How does breastfeeding influence the intestinal microbiota of “very premature” babies, that is, babies born between 28 and 32 weeks of pregnancy? What is the role of the type of delivery in the gut-dwelling microbes of these especially vulnerable babies?
These are some of the questions that a team of researchers from CINTESIS – Center for Health Technology and Services Research e NOVA Medical School wants to answer by conducting a pioneering study in Portugal, in collaboration with the neonatology team led by Teresa Tomé, from the Maternity Dr. Alfredo da Costa / Central Lisbon Hospital Center. This is a pioneering study, developed in collaboration with the only Breast Milk Bank in Portugal.

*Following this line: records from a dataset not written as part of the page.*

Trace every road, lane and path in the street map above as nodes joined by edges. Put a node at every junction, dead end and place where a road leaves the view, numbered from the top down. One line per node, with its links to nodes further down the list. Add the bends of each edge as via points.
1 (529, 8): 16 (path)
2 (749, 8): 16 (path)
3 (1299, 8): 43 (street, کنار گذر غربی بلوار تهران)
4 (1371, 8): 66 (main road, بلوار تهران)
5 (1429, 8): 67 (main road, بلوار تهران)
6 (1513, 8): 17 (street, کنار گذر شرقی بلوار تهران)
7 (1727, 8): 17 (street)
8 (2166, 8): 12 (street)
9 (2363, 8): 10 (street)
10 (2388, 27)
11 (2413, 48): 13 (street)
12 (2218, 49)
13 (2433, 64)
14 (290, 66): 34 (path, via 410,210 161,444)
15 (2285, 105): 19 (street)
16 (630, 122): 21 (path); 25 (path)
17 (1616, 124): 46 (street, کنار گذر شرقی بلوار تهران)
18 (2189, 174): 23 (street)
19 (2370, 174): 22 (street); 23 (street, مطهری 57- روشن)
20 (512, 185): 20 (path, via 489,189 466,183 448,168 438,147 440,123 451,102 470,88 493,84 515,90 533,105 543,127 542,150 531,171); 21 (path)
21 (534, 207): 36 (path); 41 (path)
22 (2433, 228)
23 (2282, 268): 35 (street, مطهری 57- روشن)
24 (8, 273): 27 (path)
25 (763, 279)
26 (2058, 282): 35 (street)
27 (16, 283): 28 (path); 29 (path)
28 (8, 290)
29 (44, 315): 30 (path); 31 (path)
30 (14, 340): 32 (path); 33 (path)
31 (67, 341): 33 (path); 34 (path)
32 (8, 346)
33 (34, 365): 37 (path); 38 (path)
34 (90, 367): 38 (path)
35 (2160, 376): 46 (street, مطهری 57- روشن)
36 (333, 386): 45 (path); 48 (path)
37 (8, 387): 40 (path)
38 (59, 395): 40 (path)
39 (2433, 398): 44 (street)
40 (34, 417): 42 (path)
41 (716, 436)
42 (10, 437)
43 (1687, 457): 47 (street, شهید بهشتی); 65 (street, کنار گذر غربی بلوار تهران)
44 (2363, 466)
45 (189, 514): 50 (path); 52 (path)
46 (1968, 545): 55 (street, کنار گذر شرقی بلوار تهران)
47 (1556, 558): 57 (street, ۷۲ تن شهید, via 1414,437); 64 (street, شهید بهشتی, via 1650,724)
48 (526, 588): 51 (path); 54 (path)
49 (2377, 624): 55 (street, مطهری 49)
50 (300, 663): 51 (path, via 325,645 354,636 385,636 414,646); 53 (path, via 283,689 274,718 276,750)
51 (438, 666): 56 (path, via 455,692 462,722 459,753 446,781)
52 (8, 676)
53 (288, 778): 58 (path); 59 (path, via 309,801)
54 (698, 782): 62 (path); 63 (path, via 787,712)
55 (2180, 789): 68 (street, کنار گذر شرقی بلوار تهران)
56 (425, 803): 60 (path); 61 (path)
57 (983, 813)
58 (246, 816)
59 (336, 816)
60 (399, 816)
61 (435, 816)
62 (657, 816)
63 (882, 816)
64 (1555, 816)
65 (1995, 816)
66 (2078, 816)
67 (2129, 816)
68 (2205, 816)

This observational study aims to evaluate the factors that interfere with the intestinal microbiota (bacteria and other gut-dwelling microorganisms) of “very premature” infants hospitalized in a national neonatal intensive care unit. The researchers are examining the mother’s eating habits, the type of delivery (vaginal or c-section) and the type of feeding available to babies at this stage of life (breast milk, fortified and non-fortified donor breast milk or formula milk).
“Breast milk is rich in probiotics and prebiotics due to the rich content of oligosaccharides, which help modulate the intestinal microbiota. Therefore, the World Health Organization recommends exclusive breastfeeding for the first six months of life”, explains Juliana Morais, Cintesis researcher and first author of the work coordinated by Conceição Calhau that has been published in Neonatology.
According to the researcher and nutritionist, “when breast milk is not available, donor milk should be the first alternative”. Although this milk goes through a pasteurization process, it is believed that the result in the microbiota of babies will be similar to that of breast milk. Formula milk, however, has been associated with a lower diversity of Bifidobacteria and overweight / obesity at 18 months of age”.
The researchers believe that the type of diet will cause significant differences in the composition of the intestinal microbiota of infants born between 28 and 32 weeks of pregnancy, which are particularly prone to an imbalance between beneficial and harmful microorganisms (intestinal dysbiosis).
Contrary to common belief, this early change in the type, quantity, and diversity of bacteria in the gut will not be temporary, but will affect the “programming” of metabolism and immunity far beyond childhood, influencing the development of various diseases in adulthood.